GNOME Bugzilla – Bug 439247
scrolling vim in full screen is painfully slow and takes up 100% of the cpu
Last modified: 2018-02-17 10:43:55 UTC
Please describe the problem: When running gnome-terminal maximized or in fullscreen scrolling on the bottom or the top of vim is painfully slow, and the terminal takes up 100% of the cpu. I've tried numerous fonts with the same results. Xterm and konsole do not have this problem with the exact same fonts. Steps to reproduce: 1. run gnome-terminal 2. run vim inside the terminal 3. open a large file 4. start scrolling down 5. when your cursor hits the bottom of the window and vim starts dragging the entire page for every line you scroll the cpu utilization will go to 100% and the scrolling will be slow. try the same thing in xterm, and it will scroll without issues. Actual results: scrolling in vim is slow Expected results: scrolling should be fast, like xterm or konsole Does this happen every time? yes Other information:
Did some quick xtrace: brought up vim, scrolled down five times. Just grabbed the scrolling traffic. Some stats: [behdad@behdad vte]$ cat vte.trace | grep RENDERRequest | cut -d : -f 6 | cut -d ' ' -f 2 | sort | uniq -c 187 RenderCompositeGlyphs8 22 RenderCreatePicture 21 RenderFillRectangles 22 RenderFreePicture 21 RenderSetPictureClipRectangles [behdad@behdad vte]$ cat xterm.trace | grep RENDERRequest | cut -d : -f 6 | cut -d ' ' -f 2 | sort | uniq -c 38 RenderCompositeGlyphs8 38 RenderFillRectangles [behdad@behdad vte]$ wc -l vte.trace 398 vte.trace [behdad@behdad vte]$ wc -l xterm.trace 138 xterm.trace So, I'm not sure what xterm's doing.

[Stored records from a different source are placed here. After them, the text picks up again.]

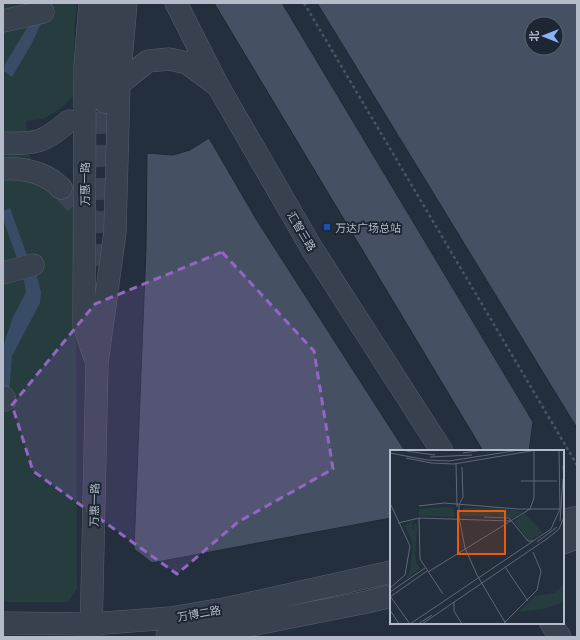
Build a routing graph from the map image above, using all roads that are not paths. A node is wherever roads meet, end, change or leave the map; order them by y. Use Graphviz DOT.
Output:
graph roads {
  1 [pos="90,3"];
  2 [pos="110,3"];
  3 [pos="126,3"];
  4 [pos="176,3"];
  5 [pos="37,14"];
  6 [pos="3,21"];
  7 [pos="120,84"];
  8 [pos="218,86"];
  9 [pos="69,121"];
  10 [pos="3,143"];
  11 [pos="3,168"];
  12 [pos="61,188"];
  13 [pos="33,265"];
  14 [pos="3,272"];
  15 [pos="97,362"];
  16 [pos="441,450"];
  17 [pos="577,517"];
  18 [pos="564,522"];
  19 [pos="577,538"];
  20 [pos="564,543"];
  21 [pos="390,572"];
  22 [pos="390,596"];
  23 [pos="3,623"];
  24 [pos="552,624"];
  25 [pos="91,631"];
  26 [pos="167,637"];
  27 [pos="560,637"];
  1 -- 15 [label="street, 万惠一路"];
  2 -- 15 [label="street"];
  3 -- 7 [label="street, 万惠一路"];
  4 -- 8 [label="street, 汇智三路"];
  5 -- 6 [label="street"];
  7 -- 8 [label="street"];
  7 -- 15 [label="street, 万惠一路"];
  8 -- 16 [label="street, 汇智三路"];
  9 -- 10 [label="street"];
  11 -- 12 [label="street"];
  13 -- 14 [label="street"];
  15 -- 25 [label="street, 万惠一路"];
  17 -- 18 [label="street"];
  19 -- 20 [label="street"];
  21 -- 25 [label="street, 万博二路"];
  22 -- 26 [label="street, 万博二路"];
  23 -- 25 [label="street, 万博二路"];
  24 -- 27 [label="street"];
}
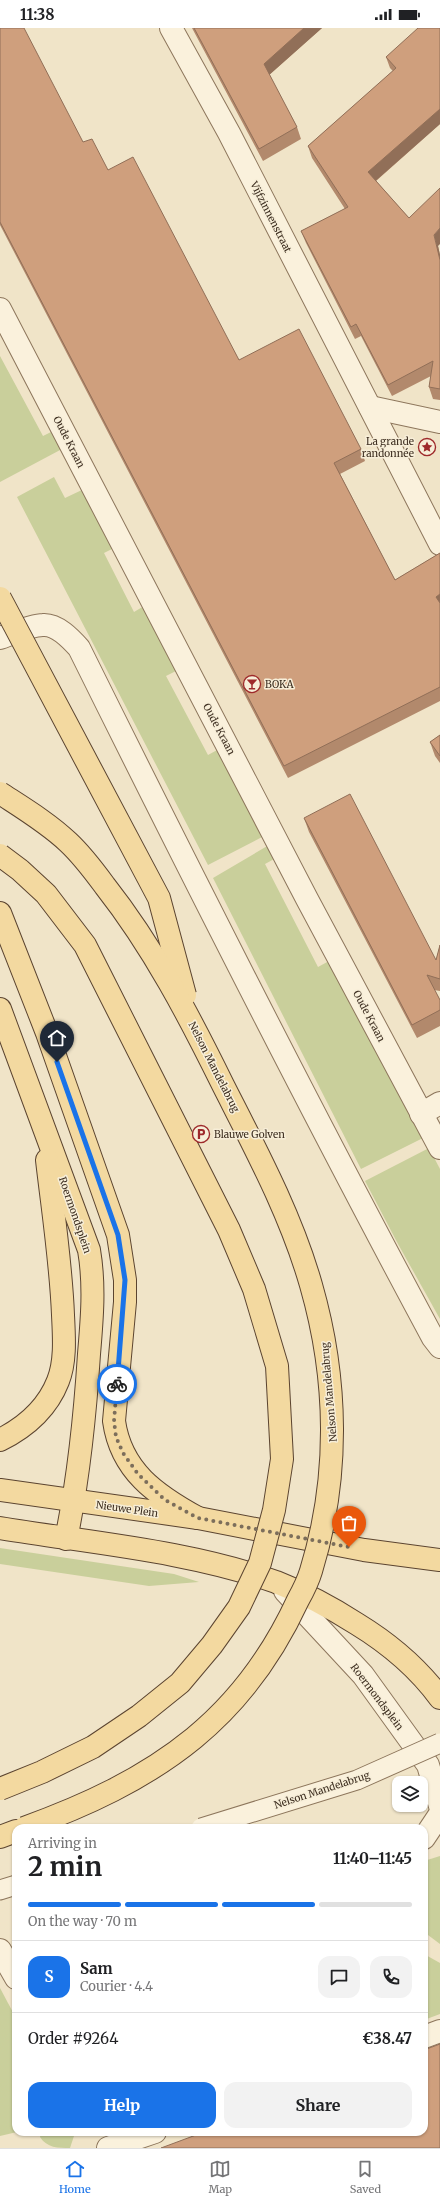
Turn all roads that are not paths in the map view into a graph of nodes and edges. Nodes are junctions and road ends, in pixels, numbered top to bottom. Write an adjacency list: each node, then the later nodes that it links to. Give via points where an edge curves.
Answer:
1 (171, 28): 3 (street, Vijfzinnenstraat, via 229,134)
2 (0, 310): 16 (street, Oude Kraan)
3 (370, 407): 4 (street); 5 (street, Vijfzinnenstraat)
4 (440, 422)
5 (440, 544)
6 (0, 598): 14 (main road, bridge, via 159,898)
7 (43, 624): 8 (street); 9 (street); 19 (street, via 55,628 79,648 175,842 350,1183)
8 (0, 638)
9 (0, 648)
10 (0, 793): 14 (main road, Nelson Mandelabrug, bridge, via 43,822 68,843 94,872 135,924)
11 (0, 855): 30 (main road, bridge, via 46,894 85,945 229,1230 254,1289 277,1366 282,1459 274,1510 260,1564 239,1607 180,1683 139,1716 93,1747)
12 (0, 913): 23 (main road, via 50,1040 118,1235 125,1295 114,1421 116,1437 123,1453 150,1488 165,1500)
13 (0, 1009): 17 (main road, Roermondsplein)
14 (192, 1021): 33 (main road, Nelson Mandelabrug, bridge, via 285,1212 301,1251 312,1288 325,1343 331,1393 333,1451 327,1501 311,1573 284,1632 231,1702 195,1737 156,1766 100,1798)
15 (440, 1103): 16 (street)
16 (421, 1114): 18 (street, Oude Kraan)
17 (43, 1124): 20 (main road, via 62,1285 64,1356 59,1380 42,1410 25,1426); 22 (main road, Roermondsplein, via 89,1250 93,1274 84,1425)
18 (440, 1148)
19 (440, 1347)
20 (0, 1440)
21 (0, 1490): 22 (main road)
22 (74, 1502): 23 (main road, Nieuwe Plein); 25 (main road, Roermondsplein)
23 (198, 1518): 26 (main road, Nieuwe Plein, via 364,1550)
24 (0, 1528): 25 (main road, Roermondsplein)
25 (66, 1538): 27 (main road, Roermondsplein, via 220,1565)
26 (439, 1561)
27 (277, 1583): 28 (main road, Roermondsplein, via 331,1608 377,1636 417,1670); 31 (street, Roermondsplein, via 363,1675 428,1765)
28 (440, 1698)
29 (440, 1743): 34 (lane, Nelson Mandelabrug, bridge, via 357,1780)
30 (0, 1789)
31 (440, 1806)
32 (440, 1814): 36 (street)
33 (34, 1824)
34 (213, 1824)
35 (12, 1832): 37 (main road)
36 (428, 1832)
37 (0, 1837)
38 (12, 1886): 39 (lane)
39 (0, 1890)
40 (0, 1950): 41 (street)
41 (12, 1971)
42 (440, 2031): 43 (street)
43 (428, 2036)
44 (100, 2136): 46 (street)
45 (143, 2136): 46 (street)
46 (107, 2148)

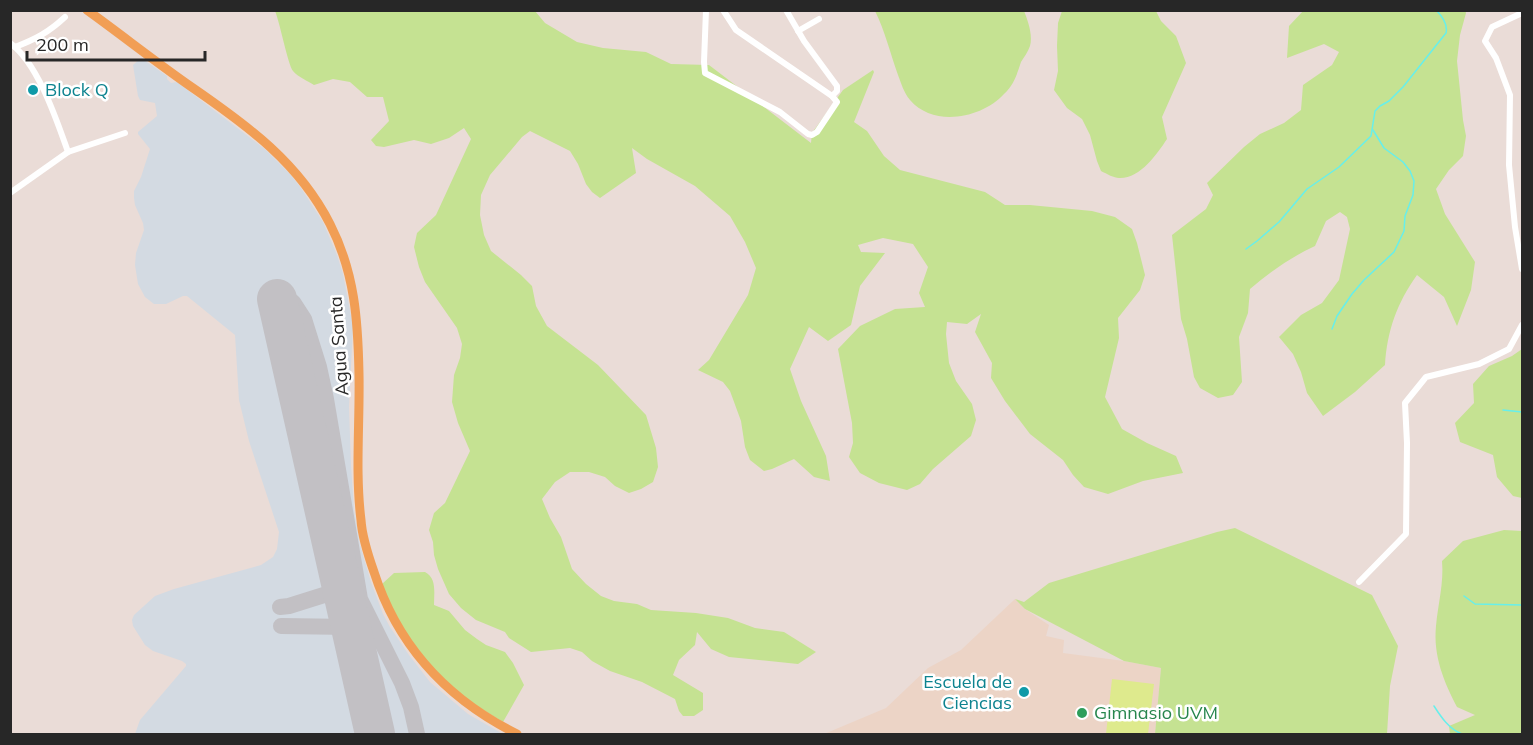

Whatever it is, it's different than vte. The traffic doesn't reveal much (I'm not sure, is it doing scrolling by shifting the current window contents? Does vte do that sometimes?) Something I can spot in the xterm traffic is calls like this: glyphs=0x03,0x03,0x03,0x03,0x03,0x03, 0x03,0x03,0x03,0x03,0x03,0x03,0x03,0x03,0x03,0x03,0x03,0x03,0x03,0x03,0x03,0x03,0x03,0x03,0x03,0x03,0x03,0x03,0x03, 0x03,0x03,0x03,0x03,0x03,0x03,0x03,0x03,0x03,0x03,0x03,0x03,0x03,0x03,0x03,0x03,0x03,0x03,0x03,0x03,0x03,0x03,0x03, 0x03,0x03,0x03,0x03,0x03,0x03,0x03,0x03,0x03,0x03,0x03,0x03,0x03,0x03,0x03,0x03,0x03,0x03,0x03,0x03,0x03,0x03,0x03, 0x03,0x03,0x03,0x03,0x03,0x03,0x03,0x03,0x03; }; Those are all space glyphs. Not sure why it's bothering doing that. Anyway, Chris, want to tackle this? Seems like there's something we can do here. xterm is really faster in vim.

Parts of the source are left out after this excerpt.